**Data excerpts:**
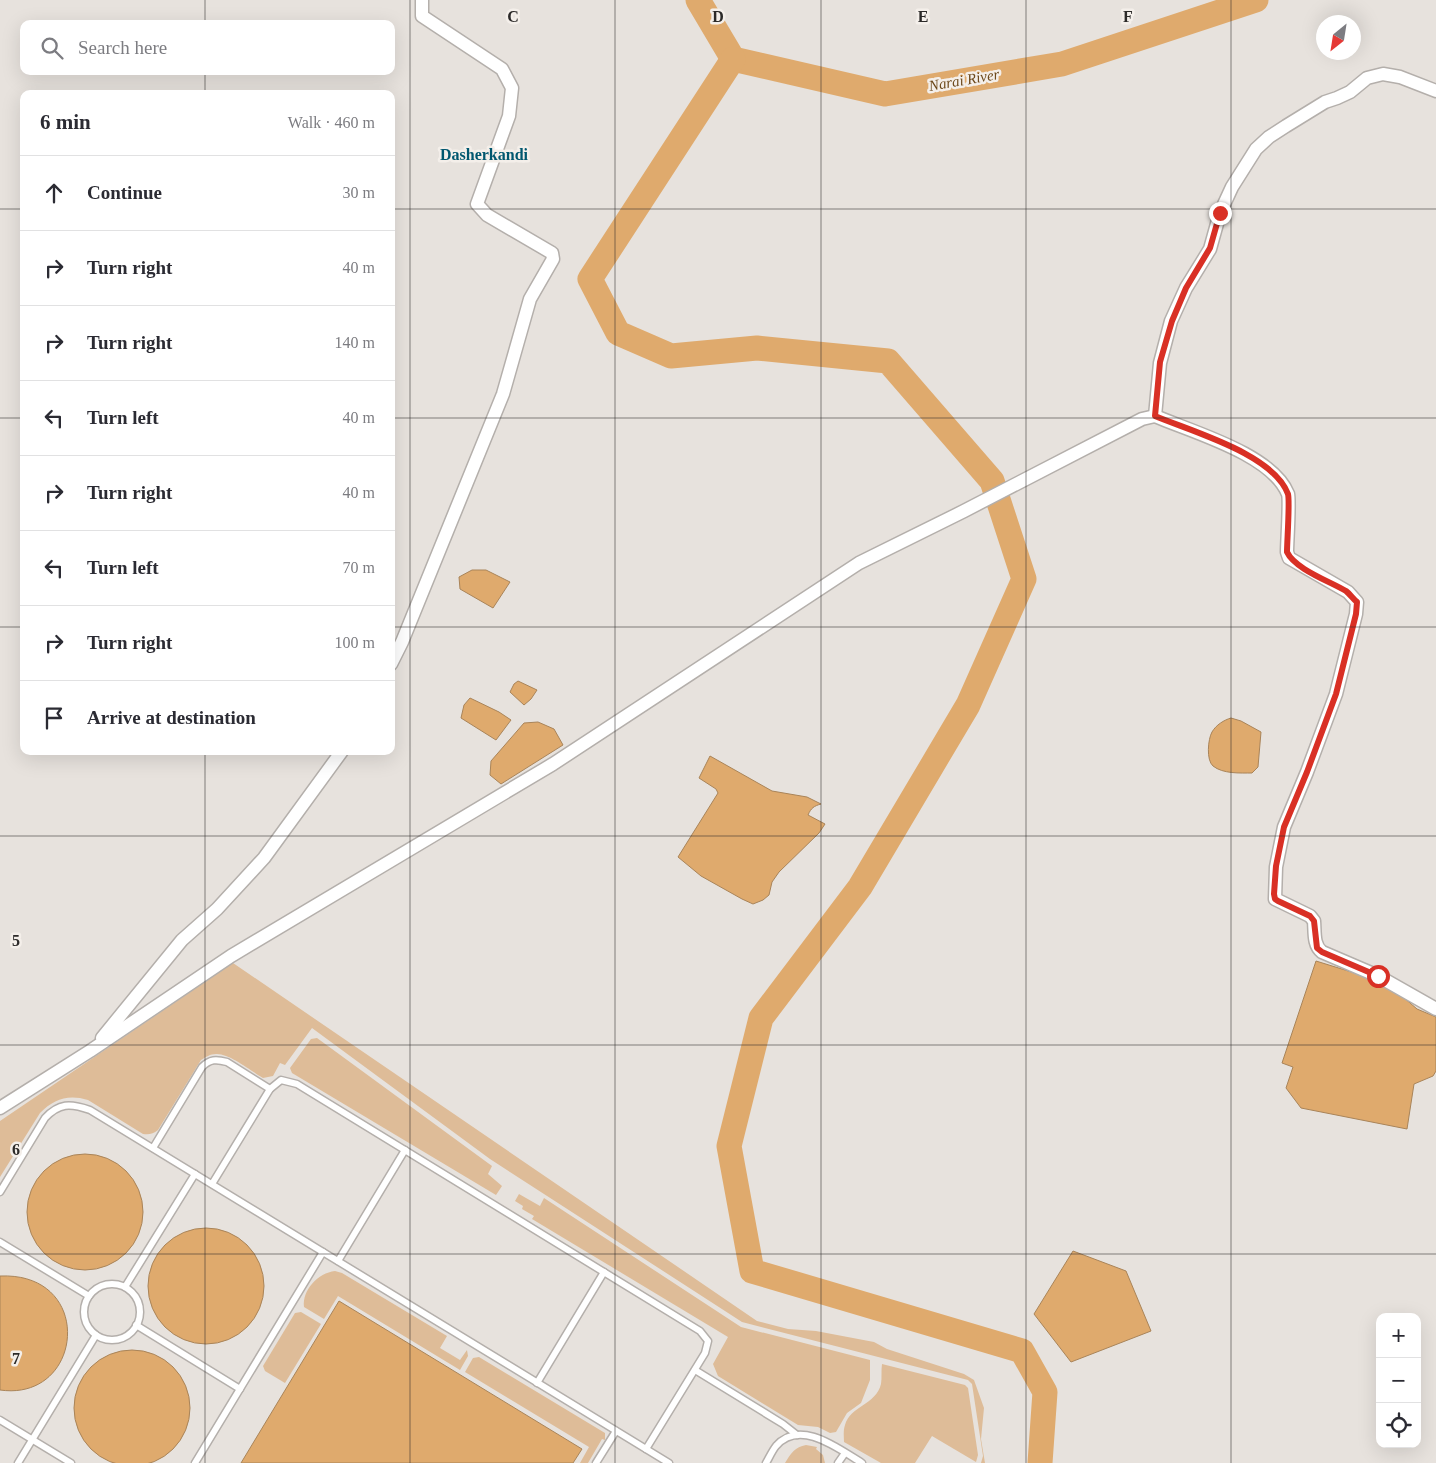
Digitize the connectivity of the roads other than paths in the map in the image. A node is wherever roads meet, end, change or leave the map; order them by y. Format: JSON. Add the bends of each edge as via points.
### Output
{"nodes":[{"id":1,"x":422,"y":0,"type":"edge"},
{"id":2,"x":1436,"y":92,"type":"edge"},
{"id":3,"x":1155,"y":416,"type":"junction"},
{"id":4,"x":395,"y":656,"type":"edge"},
{"id":5,"x":339,"y":755,"type":"edge"},
{"id":6,"x":1435,"y":1004,"type":"edge"},
{"id":7,"x":90,"y":1051,"type":"junction"},
{"id":8,"x":270,"y":1089,"type":"junction"},
{"id":9,"x":0,"y":1108,"type":"edge"},
{"id":10,"x":153,"y":1148,"type":"junction"},
{"id":11,"x":405,"y":1150,"type":"junction"},
{"id":12,"x":195,"y":1174,"type":"junction"},
{"id":13,"x":212,"y":1184,"type":"junction"},
{"id":14,"x":0,"y":1192,"type":"edge"},
{"id":15,"x":0,"y":1242,"type":"edge"},
{"id":16,"x":323,"y":1252,"type":"junction"},
{"id":17,"x":338,"y":1261,"type":"junction"},
{"id":18,"x":604,"y":1272,"type":"junction"},
{"id":19,"x":125,"y":1287,"type":"junction"},
{"id":20,"x":89,"y":1296,"type":"junction"},
{"id":21,"x":136,"y":1325,"type":"junction"},
{"id":22,"x":96,"y":1335,"type":"junction"},
{"id":23,"x":695,"y":1370,"type":"junction"},
{"id":24,"x":537,"y":1383,"type":"junction"},
{"id":25,"x":240,"y":1389,"type":"junction"},
{"id":26,"x":0,"y":1420,"type":"edge"},
{"id":27,"x":616,"y":1430,"type":"junction"},
{"id":28,"x":797,"y":1435,"type":"junction"},
{"id":29,"x":32,"y":1440,"type":"junction"},
{"id":30,"x":646,"y":1449,"type":"junction"},
{"id":31,"x":844,"y":1453,"type":"junction"},
{"id":32,"x":18,"y":1463,"type":"edge"},
{"id":33,"x":70,"y":1463,"type":"edge"},
{"id":34,"x":195,"y":1463,"type":"edge"},
{"id":35,"x":596,"y":1463,"type":"edge"},
{"id":36,"x":669,"y":1463,"type":"edge"},
{"id":37,"x":766,"y":1463,"type":"edge"},
{"id":38,"x":838,"y":1463,"type":"edge"},
{"id":39,"x":862,"y":1463,"type":"edge"}],
"edges":[{"from":1,"to":4,"type":"street","via":[[422,16],[502,69],[512,88],[509,116],[477,204],[487,215],[552,253],[553,259],[530,299],[503,394]]},
{"from":2,"to":3,"type":"street","via":[[1400,77],[1383,74],[1367,78],[1350,92],[1325,102],[1269,137],[1256,150],[1232,187],[1210,248],[1186,288],[1172,321],[1160,362]]},
{"from":3,"to":6,"type":"street","via":[[1256,459],[1288,495],[1289,558],[1348,592],[1357,602],[1336,694],[1284,827],[1276,866],[1275,899],[1310,916],[1314,921],[1317,948],[1322,952]]},
{"from":3,"to":7,"type":"street","via":[[1142,419],[858,563],[553,764],[231,956]]},
{"from":5,"to":7,"type":"street","via":[[264,858],[217,909],[182,940]]},
{"from":7,"to":9,"type":"street"},
{"from":8,"to":10,"type":"lane","via":[[227,1062],[212,1060],[206,1063]]},
{"from":8,"to":11,"type":"lane","via":[[282,1080],[297,1084]]},
{"from":8,"to":13,"type":"lane"},
{"from":10,"to":12,"type":"lane"},
{"from":10,"to":14,"type":"lane","via":[[90,1110],[78,1105],[65,1105],[53,1109],[45,1118]]},
{"from":11,"to":17,"type":"lane"},
{"from":11,"to":18,"type":"lane"},
{"from":12,"to":13,"type":"lane"},
{"from":12,"to":19,"type":"lane"},
{"from":13,"to":16,"type":"lane"},
{"from":15,"to":20,"type":"lane"},
{"from":16,"to":17,"type":"lane"},
{"from":16,"to":25,"type":"lane"},
{"from":17,"to":24,"type":"lane"},
{"from":18,"to":23,"type":"lane","via":[[700,1331],[708,1341]]},
{"from":18,"to":24,"type":"lane"},
{"from":19,"to":20,"type":"lane","via":[[109,1284],[94,1290]]},
{"from":19,"to":21,"type":"lane","via":[[137,1299],[139,1317]]},
{"from":20,"to":22,"type":"lane","via":[[85,1304],[85,1320]]},
{"from":21,"to":22,"type":"lane","via":[[123,1337],[114,1339]]},
{"from":21,"to":25,"type":"lane"},
{"from":22,"to":29,"type":"lane"},
{"from":23,"to":28,"type":"lane"},
{"from":23,"to":30,"type":"lane"},
{"from":24,"to":27,"type":"lane"},
{"from":25,"to":34,"type":"lane"},
{"from":26,"to":29,"type":"lane"},
{"from":27,"to":30,"type":"lane"},
{"from":27,"to":35,"type":"lane"},
{"from":28,"to":31,"type":"lane","via":[[821,1439]]},
{"from":28,"to":37,"type":"lane","via":[[785,1438],[776,1446]]},
{"from":29,"to":32,"type":"lane"},
{"from":29,"to":33,"type":"lane"},
{"from":30,"to":36,"type":"lane"},
{"from":31,"to":38,"type":"lane"},
{"from":31,"to":39,"type":"lane"}]}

**Try it:**
Please give the number of lines in the data above that contain the word "street", with nothing else.

**Solution to the problem:**
6